East Lansing, MI—James D. Diamond’s After the Bloodbath: Is Healing Possible in the Wake of Rampage Shootings? will be available for sale from Michigan State University Press through its website at www.msupress.org and at fine bookstores in November 2019.

As violence in the United States seems to become increasingly more commonplace, the question of how communities reset after unprecedented violence also grows in significance. Featuring a foreword by Robbie and Alissa Parker, parents of Sandy Hook Elementary School shooting victim Emilie Parker, After the Bloodbath examines this quandary, producing insights linking rampage shootings and communal responses in the United States.
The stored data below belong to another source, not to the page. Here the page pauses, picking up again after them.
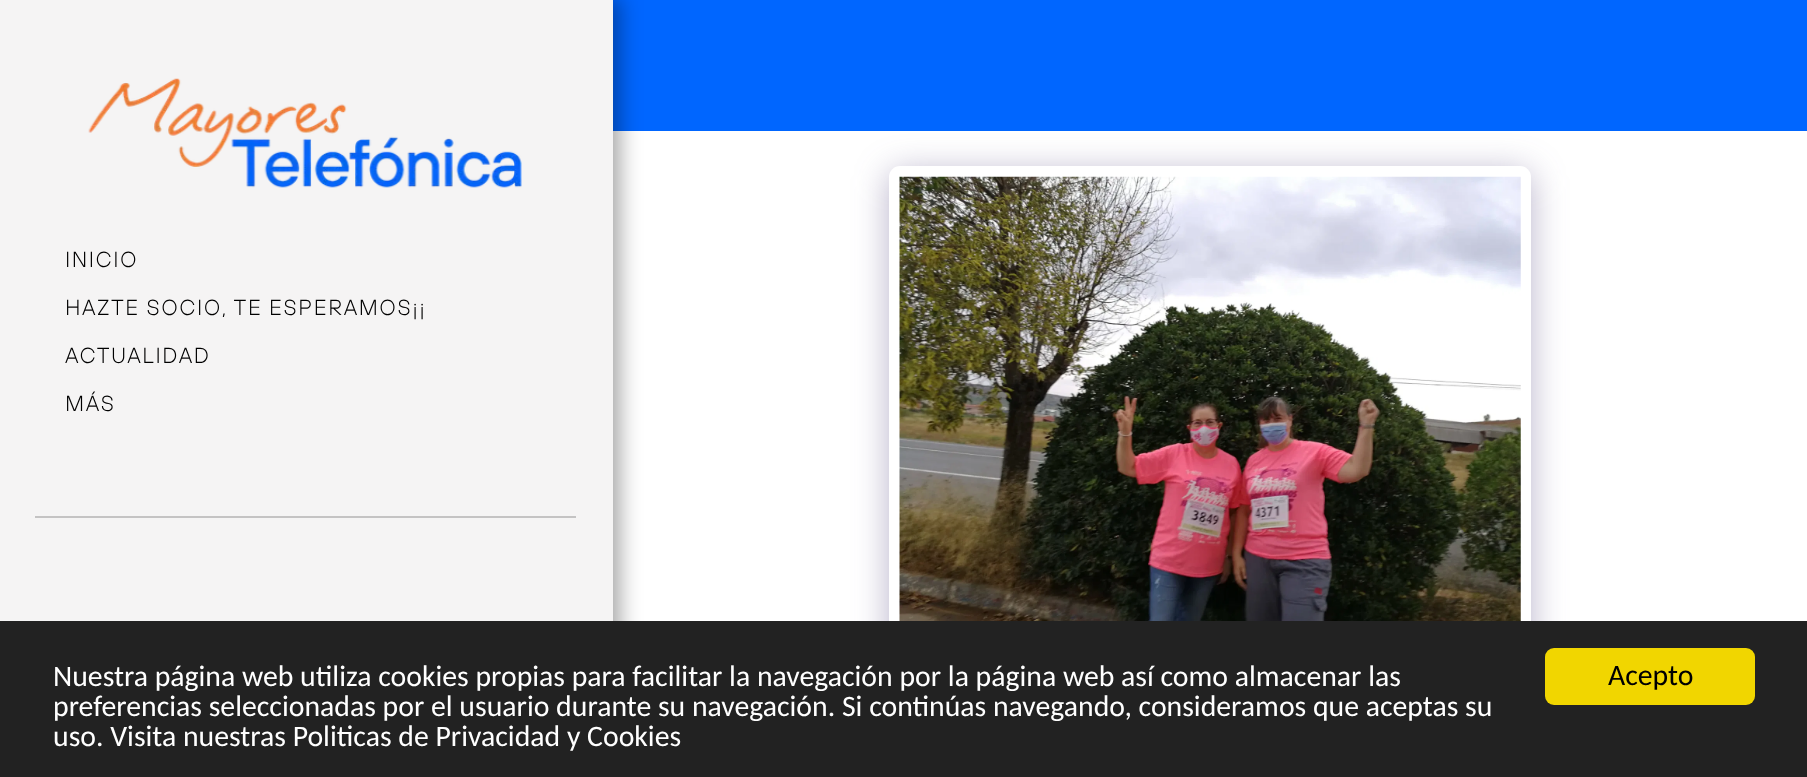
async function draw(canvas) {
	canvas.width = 1807;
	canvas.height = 777;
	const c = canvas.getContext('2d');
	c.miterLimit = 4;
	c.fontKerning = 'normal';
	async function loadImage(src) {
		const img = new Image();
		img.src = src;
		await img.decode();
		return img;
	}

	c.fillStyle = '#fff';
	c.fillRect(0, 0, 1807, 777);
	c.fillStyle = '#06f';
	c.fillRect(613, 0, 1194, 131);
	c.fillStyle = '#00000059';
	c.filter = 'blur(10.5px)';
	c.beginPath();
	c.rect(0, -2, 620, 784);
	c.fill();
	c.filter = 'none';
	c.fillStyle = '#f5f4f4';
	c.fillRect(0, 0, 613, 621);
	c.drawImage(await loadImage('img1.png'), 88, 78, 434, 110);
	c.letterSpacing = '2.1px';
	c.font = 'bold 21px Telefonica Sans';
	c.fillStyle = '#000';
	for (const [text, x, y] of [
		['INICIO', 65, 267],
		['HAZTE SOCIO, TE ESPERAMOS¡¡', 65, 315],
		['ACTUALIDAD', 65, 363],
		['MÁS', 65, 411],
	]) {
		c.fillText(text, x, y);
	}
	c.fillStyle = '#c4c3c3';
	c.fillRect(35, 516, 541, 2);
	c.fillStyle = '#4d3f7a66';
	c.filter = 'blur(17.5px)';
	c.beginPath();
	c.roundRect(889, 172, 642, 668, 11);
	c.fill();
	c.filter = 'none';
	c.fillStyle = '#fff';
	c.beginPath();
	c.roundRect(889, 166, 642, 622, 11);
	c.fill();
	c.drawImage(await loadImage('img2.png'), 899, 176, 622, 445);
	c.fillStyle = '#222';
	c.fillRect(0, 621, 1807, 156);
	c.letterSpacing = '0px';
	c.font = '29.75px Carlito';
	c.fillStyle = '#fff';
	for (const [text, x, y] of [
		['Nuestra página web utiliza cookies propias para facilitar la navegación por la página web así como almacenar las', 53, 686],
		['preferencias seleccionadas por el usuario durante su navegación. Si continúas navegando, consideramos que aceptas su', 53, 716],
		['uso. Visita nuestras Politicas de Privacidad y Cookies', 53, 746],
	]) {
		c.fillText(text, x, y);
	}
	c.fillStyle = '#f1d600';
	c.beginPath();
	c.roundRect(1545, 648, 210, 57, 9);
	c.fill();
	c.fillStyle = '#000';
	c.fillText('Acepto', 1608, 685);
}

draw(document.querySelector('canvas'));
Diamond, who was a leading attorney in the community where the Sandy Hook Elementary School tragedy occurred, focuses on three well-known shootings and a fourth shooting that occurred on the Red Lake Indian Reservation in Minnesota.

The book looks to the roots of Indigenous approaches to crime, identifying an institutional weakness in the Anglo judicial model and explores adapting Indigenous practices that contribute to healing following heinous criminal behavior. Emerging from the history of Indigenous dispute resolution is a spotlight turned on to restorative justice, a subject no author has discussed to date in the context of mass shootings. Diamond ultimately leads the reader to a positive road forward focusing on insightful steps people can take after a rampage shooting to help their wounded communities heal.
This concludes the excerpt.